**EXERCISE AIM**. Where does the word "Lenoci" show up in the data? Please find each such line and copy it.

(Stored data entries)
===============

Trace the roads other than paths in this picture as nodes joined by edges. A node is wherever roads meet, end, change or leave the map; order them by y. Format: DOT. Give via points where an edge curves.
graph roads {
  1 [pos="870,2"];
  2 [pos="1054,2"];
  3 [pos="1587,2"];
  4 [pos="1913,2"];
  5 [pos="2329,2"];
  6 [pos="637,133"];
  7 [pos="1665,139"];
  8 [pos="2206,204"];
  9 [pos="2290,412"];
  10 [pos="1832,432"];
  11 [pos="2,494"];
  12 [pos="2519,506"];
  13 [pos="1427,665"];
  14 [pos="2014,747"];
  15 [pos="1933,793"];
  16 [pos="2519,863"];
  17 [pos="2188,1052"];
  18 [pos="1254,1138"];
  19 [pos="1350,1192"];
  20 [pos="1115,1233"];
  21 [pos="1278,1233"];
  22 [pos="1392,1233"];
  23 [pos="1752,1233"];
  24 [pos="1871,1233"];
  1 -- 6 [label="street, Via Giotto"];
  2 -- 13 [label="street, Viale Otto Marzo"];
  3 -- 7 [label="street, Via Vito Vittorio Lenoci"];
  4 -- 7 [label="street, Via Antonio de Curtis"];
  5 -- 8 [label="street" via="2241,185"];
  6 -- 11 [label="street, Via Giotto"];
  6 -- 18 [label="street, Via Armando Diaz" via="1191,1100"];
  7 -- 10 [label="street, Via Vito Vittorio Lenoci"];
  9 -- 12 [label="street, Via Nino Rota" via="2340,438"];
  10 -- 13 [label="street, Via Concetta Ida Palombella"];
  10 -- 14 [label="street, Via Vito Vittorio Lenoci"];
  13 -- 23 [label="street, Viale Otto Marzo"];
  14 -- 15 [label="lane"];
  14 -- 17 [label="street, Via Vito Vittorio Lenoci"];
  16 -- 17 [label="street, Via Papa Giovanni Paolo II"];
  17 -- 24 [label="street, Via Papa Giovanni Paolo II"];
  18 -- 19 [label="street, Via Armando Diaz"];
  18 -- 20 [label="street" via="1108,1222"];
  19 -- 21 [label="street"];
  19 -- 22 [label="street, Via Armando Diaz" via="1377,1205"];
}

===============

**REPLY TO THE TASK**.
  3 -- 7 [label="street, Via Vito Vittorio Lenoci"];
  7 -- 10 [label="street, Via Vito Vittorio Lenoci"];
  10 -- 14 [label="street, Via Vito Vittorio Lenoci"];
  14 -- 17 [label="street, Via Vito Vittorio Lenoci"];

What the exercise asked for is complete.